Lecture 21 (7.12.2015)

 

In the last lecture, we discussed how to pass from braids to links by closing them. We defined a closure map from the braid group $B_n$ on $n$ strands to links, denoted $b\mapsto L(b)$ or $b\mapsto L_n(b)$ if we want to emphasize the number of strands $n$.

In this context, there are two important theorems.

Theorem 5.3 (Alexander’s Theorem): Any link is the closure of some braid. In more detail: Given a link $L$, there exists a number of strands $n\in\mathbb N$ and a braid $b\in B_n$ such that $L=L_n(b)$.

We will not give a proof of Alexander’s Theorem here. The algorithm to find a closed braid representation of a given link $L$ works as follows:

  • pick a point inside a diagram of $L$, and give $L$ an orientation.
  • follow the strands of $L$ and “throw them over the fixed point” whenever they change the direction (mathematically positive/negative) in which they circulate around the fixed point.
  • See these slides for an example, realizing the figure of eight knot as a closed braid.

 

Example 5.4: We realize a Hopf link $H$ as a closed braid.
hopf-braidThese equivalences show $$H=L_2(\sigma_1^2).$$

Exercise 5.5: Pick some knots from a knot catalogue and realize them as closed braids.

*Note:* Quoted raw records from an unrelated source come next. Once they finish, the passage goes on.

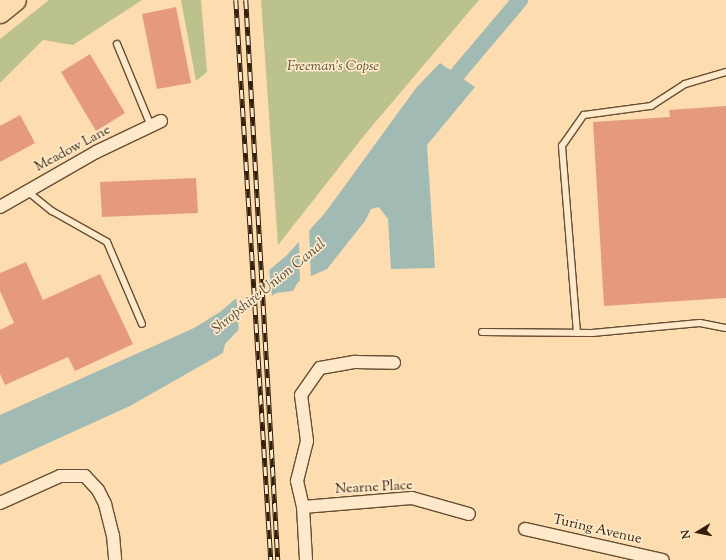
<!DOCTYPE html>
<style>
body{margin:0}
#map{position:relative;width:726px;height:560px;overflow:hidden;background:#fdddaf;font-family:"Sorts Mill Goudy",serif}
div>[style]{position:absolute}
.green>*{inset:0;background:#bcc28e}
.water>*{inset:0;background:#a2bab4}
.pier>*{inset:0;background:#fdddaf}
.canal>*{height:16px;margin:-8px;padding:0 8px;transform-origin:8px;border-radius:8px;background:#a2bab4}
.building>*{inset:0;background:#e5997f}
.roads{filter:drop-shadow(1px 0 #654e32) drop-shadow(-1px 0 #654e32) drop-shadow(0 1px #654e32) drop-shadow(0 -1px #654e32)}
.service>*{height:6px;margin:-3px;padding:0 3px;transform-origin:3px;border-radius:3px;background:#fee9cb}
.minor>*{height:12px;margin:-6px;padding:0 6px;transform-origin:6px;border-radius:6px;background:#fee9cb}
.motorway>*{height:22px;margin:-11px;padding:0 11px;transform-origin:11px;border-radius:11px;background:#fdddaf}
.rail>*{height:4.5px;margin-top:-2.25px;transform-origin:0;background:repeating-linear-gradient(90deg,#fee9cb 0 9px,#321f08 0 18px);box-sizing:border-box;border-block:1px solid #321f08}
span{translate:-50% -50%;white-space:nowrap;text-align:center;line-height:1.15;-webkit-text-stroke:3.5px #fee9cb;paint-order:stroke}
.park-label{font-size:14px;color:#5b5030;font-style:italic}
.street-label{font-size:14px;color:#321f08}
.water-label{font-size:15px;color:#544e3c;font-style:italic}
.north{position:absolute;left:678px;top:512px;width:40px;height:40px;-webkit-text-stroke:3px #fee9cb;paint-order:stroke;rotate:260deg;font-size:11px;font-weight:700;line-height:16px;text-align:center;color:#321f08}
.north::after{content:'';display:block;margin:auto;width:14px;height:18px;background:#321f08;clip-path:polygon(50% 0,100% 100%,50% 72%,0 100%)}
</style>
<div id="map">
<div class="green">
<i style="clip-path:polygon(49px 0,142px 0,73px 45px,43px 40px,0 83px,0 39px)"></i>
<i style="clip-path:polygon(181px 0,201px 0,207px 72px,196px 81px)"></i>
<i style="clip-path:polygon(261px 0,479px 0,367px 132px,278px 245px)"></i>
</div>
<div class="water">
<i style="clip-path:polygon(440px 63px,475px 87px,427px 145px,435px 268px,391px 269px,388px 219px,379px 207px,371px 209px,365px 221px,327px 269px,298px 282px,293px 291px,276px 293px,269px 298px,225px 344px,223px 353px,130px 406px,0 465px,0 415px,194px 328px,220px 312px,287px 255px,325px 213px,416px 88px)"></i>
</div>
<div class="pier">
<i style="clip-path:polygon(309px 228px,311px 281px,300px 284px,299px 240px)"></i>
<i style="clip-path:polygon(269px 268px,272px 298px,239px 333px,236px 293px)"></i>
</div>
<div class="canal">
<i style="left:444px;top:90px;width:118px;rotate:-49.8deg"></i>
</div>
<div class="building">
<i style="clip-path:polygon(176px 7px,191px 83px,157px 89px,142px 14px)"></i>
<i style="clip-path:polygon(90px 54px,125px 113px,96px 131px,61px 72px)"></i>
<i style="clip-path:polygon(726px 106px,726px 298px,604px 306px,593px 122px,670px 117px,669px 110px)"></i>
<i style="clip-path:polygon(20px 115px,35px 143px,0 162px,0 126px)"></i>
<i style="clip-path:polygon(196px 178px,198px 213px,102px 217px,100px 182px)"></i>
<i style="clip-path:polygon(26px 262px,43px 300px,100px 274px,133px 344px,75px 371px,68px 357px,5px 385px,0 374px,0 330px,14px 323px,0 291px,0 273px)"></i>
</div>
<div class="roads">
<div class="service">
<i style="left:117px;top:44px;width:89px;rotate:67.5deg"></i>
<i style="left:27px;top:191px;width:32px;rotate:39deg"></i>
<i style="left:52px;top:211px;width:63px;rotate:29.4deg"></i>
<i style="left:107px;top:242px;width:89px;rotate:66.9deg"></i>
<i style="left:482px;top:332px;width:110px;rotate:0.5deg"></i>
<i style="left:592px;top:333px;width:108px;rotate:-5.3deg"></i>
<i style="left:700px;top:323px;width:26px;rotate:11deg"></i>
<i style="left:577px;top:333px;width:188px;rotate:-94.6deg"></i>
<i style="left:562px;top:146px;width:38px;rotate:-55deg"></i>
<i style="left:584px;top:115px;width:68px;rotate:-7.7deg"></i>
<i style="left:651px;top:106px;width:40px;rotate:-32.9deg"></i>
<i style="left:685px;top:84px;width:43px;rotate:-16.3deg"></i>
</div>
<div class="minor">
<i style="left:0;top:207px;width:111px;rotate:-29.8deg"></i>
<i style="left:96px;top:152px;width:72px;rotate:-25.5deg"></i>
<i style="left:0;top:503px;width:66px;rotate:-24.2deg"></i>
<i style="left:60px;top:476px;width:25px"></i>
<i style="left:85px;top:476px;width:19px;rotate:47deg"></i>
<i style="left:98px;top:490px;width:16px;rotate:63deg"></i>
<i style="left:105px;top:504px;width:32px;rotate:76deg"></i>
<i style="left:113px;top:535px;width:25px;rotate:85deg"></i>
<i style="left:303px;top:507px;width:109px;rotate:-4.7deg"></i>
<i style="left:412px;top:498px;width:59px;rotate:15.7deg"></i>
<i style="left:525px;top:529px;width:141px;rotate:12.7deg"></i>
<i style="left:306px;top:560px;width:53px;rotate:-93.2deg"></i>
<i style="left:303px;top:507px;width:27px;rotate:-103deg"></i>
<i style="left:297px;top:481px;width:41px;rotate:-76deg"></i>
<i style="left:307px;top:441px;width:46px;rotate:-97.4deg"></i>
<i style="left:301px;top:395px;width:33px;rotate:-55deg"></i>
<i style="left:320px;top:368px;width:36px;rotate:-10deg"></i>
<i style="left:355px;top:362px;width:39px;rotate:1deg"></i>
</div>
<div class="motorway">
<i style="left:0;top:12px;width:19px;rotate:-39deg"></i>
</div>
</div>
<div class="rail">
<i style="left:236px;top:0;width:561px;rotate:86.42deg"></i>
<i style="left:246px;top:0;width:561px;rotate:86.73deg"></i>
</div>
<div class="park-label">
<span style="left:333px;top:67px">Freeman's Copse</span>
</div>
<div class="street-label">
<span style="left:73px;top:149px;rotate:-28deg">Meadow Lane</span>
<span style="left:374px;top:488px;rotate:-3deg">Nearne Place</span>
<span style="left:597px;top:530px;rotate:13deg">Turing Avenue</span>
</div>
<div class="water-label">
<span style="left:269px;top:287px;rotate:-39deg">Shropshire Union Canal</span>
</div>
<div class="north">N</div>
</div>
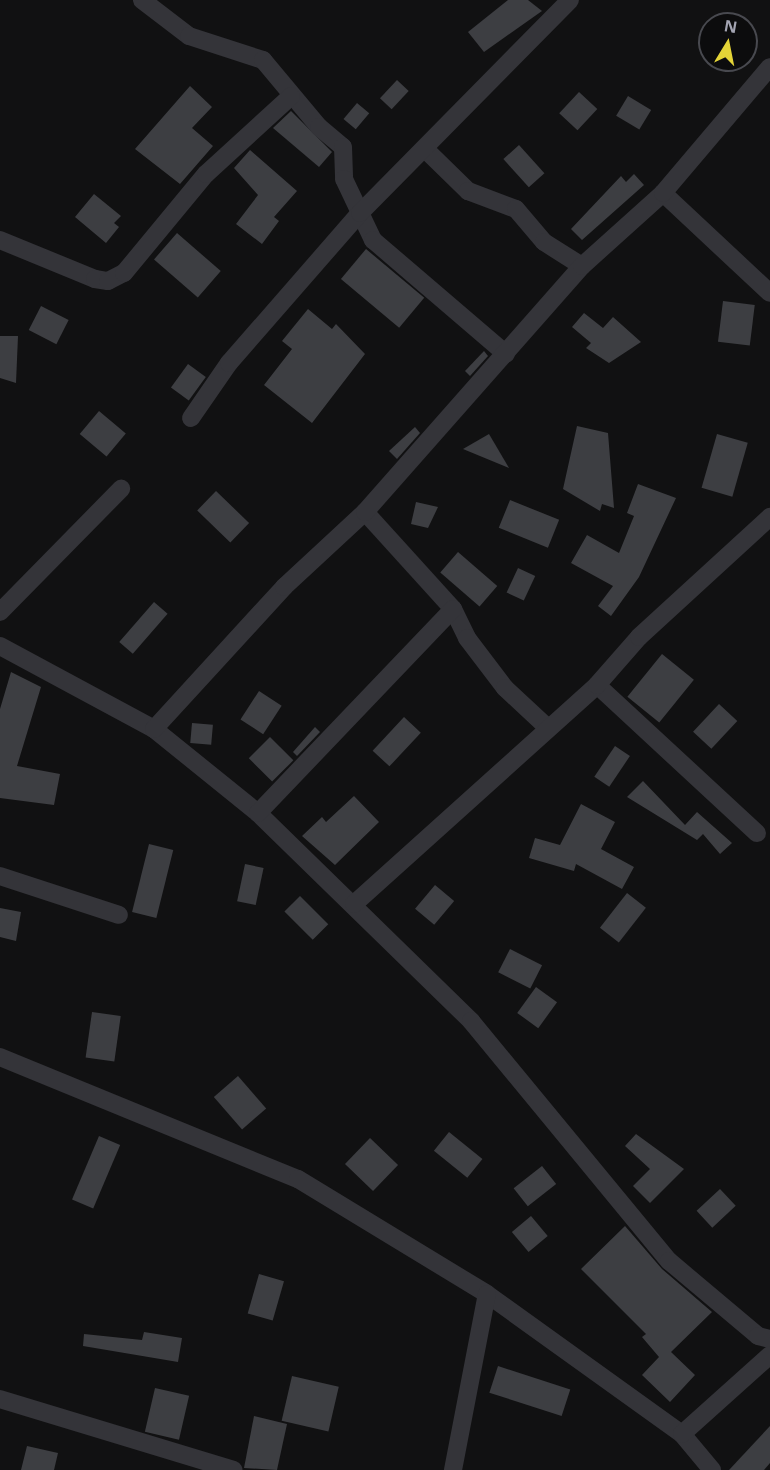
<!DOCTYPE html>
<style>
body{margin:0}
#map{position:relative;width:770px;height:1470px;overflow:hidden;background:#111112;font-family:"Open Sans",sans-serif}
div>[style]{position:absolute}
.building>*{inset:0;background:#3d3e42;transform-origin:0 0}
.street>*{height:18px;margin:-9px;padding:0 9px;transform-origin:9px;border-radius:9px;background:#343439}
span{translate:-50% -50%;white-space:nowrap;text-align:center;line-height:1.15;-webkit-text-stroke:5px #0c0c0d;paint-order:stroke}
.north{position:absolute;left:698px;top:12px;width:60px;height:60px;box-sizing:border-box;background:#0c0c0d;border:2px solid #48494f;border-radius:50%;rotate:10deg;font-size:16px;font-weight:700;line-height:24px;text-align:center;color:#a3a4b2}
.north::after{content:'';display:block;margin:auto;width:21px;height:27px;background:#e4d437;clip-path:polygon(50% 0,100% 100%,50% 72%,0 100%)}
</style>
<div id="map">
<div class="building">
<i style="clip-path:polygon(508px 0,528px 0,542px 11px,484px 52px,468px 32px)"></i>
<i style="left:397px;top:80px;width:16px;height:25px;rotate:43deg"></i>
<i style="clip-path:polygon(190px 86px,212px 107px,192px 128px,213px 146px,180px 184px,135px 149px)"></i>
<i style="left:579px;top:92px;width:25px;height:29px;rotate:43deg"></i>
<i style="left:628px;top:96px;width:27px;height:23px;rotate:31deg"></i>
<i style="left:357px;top:103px;width:16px;height:21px;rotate:40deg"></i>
<i style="clip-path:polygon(291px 111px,332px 152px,319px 167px,273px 128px)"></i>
<i style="left:519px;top:145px;width:38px;height:21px;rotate:48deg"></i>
<i style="clip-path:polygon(250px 150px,297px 191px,274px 217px,279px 221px,262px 244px,236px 224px,258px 195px,234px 168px)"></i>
<i style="clip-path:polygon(634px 174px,644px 185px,582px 240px,571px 229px,621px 176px,626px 182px)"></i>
<i style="clip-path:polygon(94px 194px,121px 216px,114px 223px,119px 227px,106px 243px,75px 217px)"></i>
<i style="left:177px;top:233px;width:58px;height:35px;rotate:41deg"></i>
<i style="left:366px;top:249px;width:76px;height:39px;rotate:40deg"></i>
<i style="left:723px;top:301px;width:32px;height:41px;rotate:7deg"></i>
<i style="left:41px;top:306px;width:31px;height:27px;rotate:27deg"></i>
<i style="clip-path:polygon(308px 309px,332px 329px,336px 324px,365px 354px,312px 423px,264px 385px,292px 349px,282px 341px)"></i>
<i style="clip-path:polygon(584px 313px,603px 328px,613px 317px,641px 342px,609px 363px,586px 348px,591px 343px,572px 327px)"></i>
<i style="clip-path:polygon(0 336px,18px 336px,16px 383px,0 378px)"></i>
<i style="clip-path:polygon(484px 351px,488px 356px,470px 376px,465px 371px)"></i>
<i style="left:188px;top:364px;width:22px;height:29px;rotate:36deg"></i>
<i style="left:99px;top:411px;width:35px;height:30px;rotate:40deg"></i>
<i style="clip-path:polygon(577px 426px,608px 433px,614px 508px,602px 504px,600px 511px,563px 489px)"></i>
<i style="clip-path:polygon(415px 427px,420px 433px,397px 459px,389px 451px)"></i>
<i style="clip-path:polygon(489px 434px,509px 468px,463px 449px)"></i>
<i style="left:717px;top:434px;width:32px;height:56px;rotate:16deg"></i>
<i style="clip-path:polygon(638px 484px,676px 498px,639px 577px,611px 616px,598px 606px,613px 586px,571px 563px,587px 535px,619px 553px,634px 516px,627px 513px)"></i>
<i style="left:216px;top:491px;width:46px;height:27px;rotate:44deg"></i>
<i style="left:510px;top:500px;width:53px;height:30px;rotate:22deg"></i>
<i style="clip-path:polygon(416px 502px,438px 507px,428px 528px,411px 524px)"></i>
<i style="left:458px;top:552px;width:52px;height:27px;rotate:41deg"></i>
<i style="left:518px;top:568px;width:19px;height:27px;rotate:25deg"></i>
<i style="left:154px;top:602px;width:18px;height:53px;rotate:41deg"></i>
<i style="left:662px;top:654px;width:41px;height:55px;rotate:39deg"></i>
<i style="clip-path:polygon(11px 672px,41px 687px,17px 766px,60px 774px,54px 805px,0 798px,0 709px)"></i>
<i style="left:259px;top:691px;width:27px;height:34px;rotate:33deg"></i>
<i style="left:719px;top:704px;width:25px;height:38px;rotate:43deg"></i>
<i style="left:404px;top:717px;width:23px;height:46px;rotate:43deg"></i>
<i style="left:192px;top:723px;width:21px;height:20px;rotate:5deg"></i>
<i style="clip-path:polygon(315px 727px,320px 732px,297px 756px,293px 752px)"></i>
<i style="left:270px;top:737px;width:33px;height:30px;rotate:45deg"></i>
<i style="left:615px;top:746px;width:18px;height:37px;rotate:34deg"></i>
<i style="clip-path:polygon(643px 781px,685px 825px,697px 812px,732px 843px,720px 854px,703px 834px,697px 840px,627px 797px)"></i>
<i style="clip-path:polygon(354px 796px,379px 822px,335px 865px,302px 836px,322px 817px,326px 822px)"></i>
<i style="clip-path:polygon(581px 804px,615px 822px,601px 849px,634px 867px,622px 889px,576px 864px,574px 871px,529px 858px,535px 838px,560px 845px)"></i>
<i style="left:149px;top:844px;width:25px;height:70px;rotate:14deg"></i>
<i style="left:245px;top:864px;width:19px;height:38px;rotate:12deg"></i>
<i style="left:435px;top:885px;width:25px;height:31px;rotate:40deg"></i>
<i style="left:627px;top:893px;width:24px;height:44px;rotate:38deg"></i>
<i style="left:300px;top:896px;width:40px;height:22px;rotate:45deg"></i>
<i style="clip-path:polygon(0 908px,21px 912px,16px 941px,0 937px)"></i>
<i style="left:510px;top:949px;width:36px;height:26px;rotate:27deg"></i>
<i style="left:536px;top:987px;width:26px;height:32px;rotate:36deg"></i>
<i style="left:92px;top:1012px;width:29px;height:46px;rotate:8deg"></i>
<i style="left:238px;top:1076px;width:43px;height:32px;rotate:49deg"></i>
<i style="left:449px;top:1132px;width:43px;height:24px;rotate:39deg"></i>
<i style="clip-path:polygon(636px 1134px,684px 1169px,650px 1203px,633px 1186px,650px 1169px,625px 1146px)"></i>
<i style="left:99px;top:1136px;width:23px;height:69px;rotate:23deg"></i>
<i style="left:370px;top:1138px;width:39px;height:36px;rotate:44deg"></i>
<i style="left:542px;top:1166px;width:23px;height:36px;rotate:52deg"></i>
<i style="left:720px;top:1189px;width:23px;height:32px;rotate:47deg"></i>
<i style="left:531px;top:1216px;width:26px;height:25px;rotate:50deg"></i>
<i style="clip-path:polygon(625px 1226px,662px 1269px,712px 1312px,671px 1352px,695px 1375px,670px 1402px,642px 1375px,659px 1357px,642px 1337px,646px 1334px,581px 1269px)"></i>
<i style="left:259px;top:1274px;width:26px;height:41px;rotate:16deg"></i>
<i style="clip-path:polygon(144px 1332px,182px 1338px,178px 1362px,83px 1346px,84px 1334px,142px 1340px)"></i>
<i style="left:498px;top:1366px;width:76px;height:28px;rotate:18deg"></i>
<i style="left:292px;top:1376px;width:48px;height:46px;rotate:13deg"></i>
<i style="left:155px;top:1388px;width:35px;height:45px;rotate:13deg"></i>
<i style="clip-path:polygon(254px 1416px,287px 1424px,277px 1470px,244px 1468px)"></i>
<i style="clip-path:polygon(770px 1426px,770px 1463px,764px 1470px,729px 1470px)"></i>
<i style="clip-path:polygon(27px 1446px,58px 1453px,54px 1470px,21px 1470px)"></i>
</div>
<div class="street">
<i style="left:142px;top:0;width:59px;rotate:37.5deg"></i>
<i style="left:189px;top:36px;width:78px;rotate:18deg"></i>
<i style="left:263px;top:60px;width:87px;rotate:50.1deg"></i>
<i style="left:319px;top:127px;width:31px;rotate:40deg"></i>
<i style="left:343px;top:147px;width:32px;rotate:88deg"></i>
<i style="left:344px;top:179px;width:68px;rotate:64.6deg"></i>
<i style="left:373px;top:240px;width:175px;rotate:40.6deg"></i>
<i style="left:426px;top:150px;width:59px;rotate:44.3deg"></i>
<i style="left:468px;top:191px;width:51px;rotate:20.6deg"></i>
<i style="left:516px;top:209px;width:43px;rotate:49.7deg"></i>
<i style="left:544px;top:242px;width:45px;rotate:32.3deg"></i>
<i style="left:663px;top:193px;width:146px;rotate:43.1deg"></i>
<i style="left:0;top:240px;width:103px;rotate:22.3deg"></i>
<i style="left:95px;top:279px;width:13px;rotate:9deg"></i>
<i style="left:108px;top:281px;width:18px;rotate:-27deg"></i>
<i style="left:124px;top:273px;width:129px;rotate:-50.4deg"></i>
<i style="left:206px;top:174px;width:115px;rotate:-42.5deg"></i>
<i style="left:191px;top:418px;width:67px;rotate:-55.4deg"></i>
<i style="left:229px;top:363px;width:199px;rotate:-48.9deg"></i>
<i style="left:360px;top:213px;width:299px;rotate:-45.4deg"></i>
<i style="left:365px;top:512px;width:131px;rotate:47.8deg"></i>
<i style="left:453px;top:609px;width:32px;rotate:64deg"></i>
<i style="left:467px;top:638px;width:63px;rotate:52.8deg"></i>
<i style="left:505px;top:688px;width:57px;rotate:42.9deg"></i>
<i style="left:0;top:612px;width:173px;rotate:-45.5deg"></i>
<i style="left:0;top:646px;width:175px;rotate:28.3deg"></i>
<i style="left:154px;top:729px;width:134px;rotate:38.9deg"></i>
<i style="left:258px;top:813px;width:298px;rotate:44.3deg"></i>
<i style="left:471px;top:1021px;width:311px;rotate:50.5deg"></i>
<i style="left:669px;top:1261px;width:116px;rotate:40.1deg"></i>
<i style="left:758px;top:1336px;width:12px;rotate:14deg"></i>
<i style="left:597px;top:685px;width:218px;rotate:42.8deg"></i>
<i style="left:154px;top:729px;width:193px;rotate:-47.5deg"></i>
<i style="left:284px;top:587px;width:110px;rotate:-42.8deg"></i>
<i style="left:365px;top:512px;width:328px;rotate:-48.6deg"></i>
<i style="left:582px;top:266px;width:109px;rotate:-42deg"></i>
<i style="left:663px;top:193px;width:165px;rotate:-49.7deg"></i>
<i style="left:258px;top:813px;width:282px;rotate:-46.3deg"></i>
<i style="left:0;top:876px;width:125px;rotate:18.1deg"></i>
<i style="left:354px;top:904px;width:327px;rotate:-42deg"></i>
<i style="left:597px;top:685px;width:64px;rotate:-48.8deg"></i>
<i style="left:639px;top:637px;width:178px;rotate:-42.5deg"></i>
<i style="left:0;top:1057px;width:322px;rotate:22.3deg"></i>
<i style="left:298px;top:1179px;width:221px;rotate:31.3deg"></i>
<i style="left:487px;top:1294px;width:240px;rotate:35.7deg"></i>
<i style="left:682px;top:1434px;width:47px;rotate:50.2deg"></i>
<i style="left:0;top:1399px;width:244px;rotate:16.9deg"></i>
<i style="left:682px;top:1434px;width:118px;rotate:-41.9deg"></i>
<i style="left:453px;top:1470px;width:179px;rotate:-79.1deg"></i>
</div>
<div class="north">N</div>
</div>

It is useful to represent links as closed braids because in this way, tools from group theory become available. However, the representation of a link as a closed braid is not unique. To illustrate this, we consider two operations on braids (called Markov moves) that do change braids, but do not change the link closures of these braids.

To discuss the first Markov move, we first realize that the closure map has the property $$L(bb’)=L(b’b)\,,\qquad b,b’\in B_n.$$ This has been explained in the lecture, and can be seen by rotating the diagram representing the closed braid. As a consequence, whenever we have two braids $b,g\in B_n$, then $$L(gbg^{-1})=L(g(bg^{-1}))=L((bg^{-1})g)=L(be)=L(b),$$ that is, $b$ and $gbg^{-1}$ close to the same link. However, $b$ and $gbg^{-1}$ can look very different as braids (draw some examples to illustrate this). The operation $b\mapsto gbg^{-1}$ is called Markov move of type I.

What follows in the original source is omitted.